Being a good hospitalist means more than being an adroit clinician. But when it comes to teaching nonclinical aptitude, traditional residency programs often come up short, says Russell Holman, MD, MHM, former SHM president and chief clinical officer of Brentwood, Tenn.-based Cogent Healthcare. He and other HM experts recommend that boots-on-the-ground hospitalists acquire the following nonclinical skills in a purposeful manner as part of their ongoing learning and long-term career goals.
Communication
Hospitalists are the liaison between hospital administrators, managed-care companies, case managers, patients, patients’ families, and primary-care physicians (PCPs), says Isela Sotolongo, executive director of the Southeast region for North Hollywood, Calif.-based IPC: The Hospitalist Company. “A lot of times, more time is spent communicating with all the individuals that are involved in the patient’s admission than is actually spent with the patient,” she says.

—Isela Sotolongo, executive director, Southeast region, IPC: The Hospitalist Company, North Hollywood, Calif.
Hospitalists must quickly establish a relationship with patients and their families; manage specialists and ancillary personnel; brief a PCP on a patient’s needs after discharge; update case managers on a course of hospitalization; and demonstrate effective, efficient patient care to hospital administrators. Being able to express such information in a concise manner that is understood by others will reduce errors and save time and effort, Dr. Holman and Sotolongo say.
Quality Improvement (QI)
An awareness and working knowledge of QI methodologies should be part of a hospitalist’s everyday professional life, Dr. Holman says. QI helps reduce unwanted variation in patient care and enhances the process and outcomes of such care.
“Hospitalists are almost always looked to as being a linchpin in the hospital to improving quality,” he says. Therefore, while QI might not be a hospitalist’s special interest, it is still good to know the basics and how to apply them to actual HM practice, Dr. Holman says.
Leadership
“Even if a hospitalist is not serving as medical director of their hospital medicine group, they are considered to be a leader in their own right,” Dr. Holman says.

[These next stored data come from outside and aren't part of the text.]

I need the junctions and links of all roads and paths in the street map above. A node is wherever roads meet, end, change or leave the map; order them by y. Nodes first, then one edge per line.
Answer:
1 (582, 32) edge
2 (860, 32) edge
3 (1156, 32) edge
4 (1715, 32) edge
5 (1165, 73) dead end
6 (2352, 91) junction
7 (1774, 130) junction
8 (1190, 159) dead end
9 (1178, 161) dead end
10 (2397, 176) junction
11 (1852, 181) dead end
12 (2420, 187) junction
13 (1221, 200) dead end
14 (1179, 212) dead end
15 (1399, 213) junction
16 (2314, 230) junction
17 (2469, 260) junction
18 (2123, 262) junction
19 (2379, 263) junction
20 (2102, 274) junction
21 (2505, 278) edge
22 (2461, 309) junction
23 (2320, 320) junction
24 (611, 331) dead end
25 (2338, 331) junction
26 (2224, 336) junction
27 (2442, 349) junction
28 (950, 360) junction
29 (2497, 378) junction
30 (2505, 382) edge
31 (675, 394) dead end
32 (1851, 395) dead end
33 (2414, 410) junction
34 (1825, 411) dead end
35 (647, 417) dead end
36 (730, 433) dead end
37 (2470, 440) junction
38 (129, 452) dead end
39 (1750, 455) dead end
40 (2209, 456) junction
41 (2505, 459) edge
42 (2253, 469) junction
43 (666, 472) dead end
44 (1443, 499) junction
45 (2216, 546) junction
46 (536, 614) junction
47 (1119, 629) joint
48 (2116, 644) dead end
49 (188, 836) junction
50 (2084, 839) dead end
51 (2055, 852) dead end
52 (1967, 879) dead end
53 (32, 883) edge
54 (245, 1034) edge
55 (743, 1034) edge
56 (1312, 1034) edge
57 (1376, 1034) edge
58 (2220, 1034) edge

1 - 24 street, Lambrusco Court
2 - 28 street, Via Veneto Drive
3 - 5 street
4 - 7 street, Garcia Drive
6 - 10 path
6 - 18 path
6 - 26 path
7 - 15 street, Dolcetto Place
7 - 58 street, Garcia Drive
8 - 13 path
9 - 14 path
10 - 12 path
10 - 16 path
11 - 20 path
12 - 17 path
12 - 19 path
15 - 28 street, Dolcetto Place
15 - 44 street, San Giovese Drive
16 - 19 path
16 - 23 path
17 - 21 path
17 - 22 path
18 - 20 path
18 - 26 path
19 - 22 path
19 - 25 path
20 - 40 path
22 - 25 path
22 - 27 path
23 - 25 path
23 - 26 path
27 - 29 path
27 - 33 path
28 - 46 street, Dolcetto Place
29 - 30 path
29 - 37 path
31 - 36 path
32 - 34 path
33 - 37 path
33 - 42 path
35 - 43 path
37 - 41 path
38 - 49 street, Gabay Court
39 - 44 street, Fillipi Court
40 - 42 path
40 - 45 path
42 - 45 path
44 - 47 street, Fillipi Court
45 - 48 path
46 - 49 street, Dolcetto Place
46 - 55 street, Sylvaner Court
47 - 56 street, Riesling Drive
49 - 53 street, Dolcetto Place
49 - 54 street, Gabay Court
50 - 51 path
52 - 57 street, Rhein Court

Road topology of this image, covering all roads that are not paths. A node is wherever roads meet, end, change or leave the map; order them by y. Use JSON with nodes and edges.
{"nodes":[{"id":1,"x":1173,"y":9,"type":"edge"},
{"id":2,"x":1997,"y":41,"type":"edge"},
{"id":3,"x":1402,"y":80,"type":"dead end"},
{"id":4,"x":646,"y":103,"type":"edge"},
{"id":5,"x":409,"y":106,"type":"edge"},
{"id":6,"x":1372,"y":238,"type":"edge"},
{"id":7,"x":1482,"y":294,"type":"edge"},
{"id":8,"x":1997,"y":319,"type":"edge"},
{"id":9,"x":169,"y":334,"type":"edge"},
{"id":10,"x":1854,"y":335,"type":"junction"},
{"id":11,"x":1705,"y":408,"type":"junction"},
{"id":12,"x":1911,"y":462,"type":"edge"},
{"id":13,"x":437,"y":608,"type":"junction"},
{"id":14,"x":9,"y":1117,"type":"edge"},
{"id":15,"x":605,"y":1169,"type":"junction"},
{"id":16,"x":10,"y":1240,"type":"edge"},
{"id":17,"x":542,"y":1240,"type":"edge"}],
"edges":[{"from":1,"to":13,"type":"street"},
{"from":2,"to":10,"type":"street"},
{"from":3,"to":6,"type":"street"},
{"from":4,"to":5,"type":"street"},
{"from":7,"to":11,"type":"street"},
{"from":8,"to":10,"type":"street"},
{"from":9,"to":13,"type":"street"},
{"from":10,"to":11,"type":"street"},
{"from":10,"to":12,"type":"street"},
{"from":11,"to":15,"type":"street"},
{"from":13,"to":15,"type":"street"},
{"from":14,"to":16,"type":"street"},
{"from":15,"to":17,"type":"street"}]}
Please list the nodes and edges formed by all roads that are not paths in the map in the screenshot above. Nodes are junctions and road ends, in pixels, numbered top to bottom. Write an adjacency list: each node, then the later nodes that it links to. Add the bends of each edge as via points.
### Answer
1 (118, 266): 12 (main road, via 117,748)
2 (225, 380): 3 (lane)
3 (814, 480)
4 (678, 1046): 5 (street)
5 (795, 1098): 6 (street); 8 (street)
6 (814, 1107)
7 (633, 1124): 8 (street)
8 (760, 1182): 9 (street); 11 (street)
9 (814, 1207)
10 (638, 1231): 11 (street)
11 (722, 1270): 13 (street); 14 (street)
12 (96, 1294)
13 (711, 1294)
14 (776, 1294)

A hospitalist takes charge of the admission process and is the person who manages all aspects of a patient’s care throughout the hospital stay to the point of discharge, Sotolongo says. (Click here to listen to Isela Sotolongo discuss hospitalist leadership and communication in detail.)
Also, a hospitalist might be leading and participating in QI activities at the hospital or leading the discussion for a multidisciplinary team, Dr. Holman notes. Having leadership skills helps a hospitalist appreciate the work their medical director must do, or the work that hospital administrators are trying to accomplish, he says.
Teamwork
Teamwork is an essential skill for hospitalists, yet traditional medical training often teaches doctors to be more of a rugged individualist, Dr. Holman says. Hospitalists should make it a point to adopt new behaviors that are teamwork-friendly:
- Value other members of the healthcare team;
- Direct people’s talents to their highest and best use; and
- Delegate tasks to those who are best suited to accomplish those particular needs.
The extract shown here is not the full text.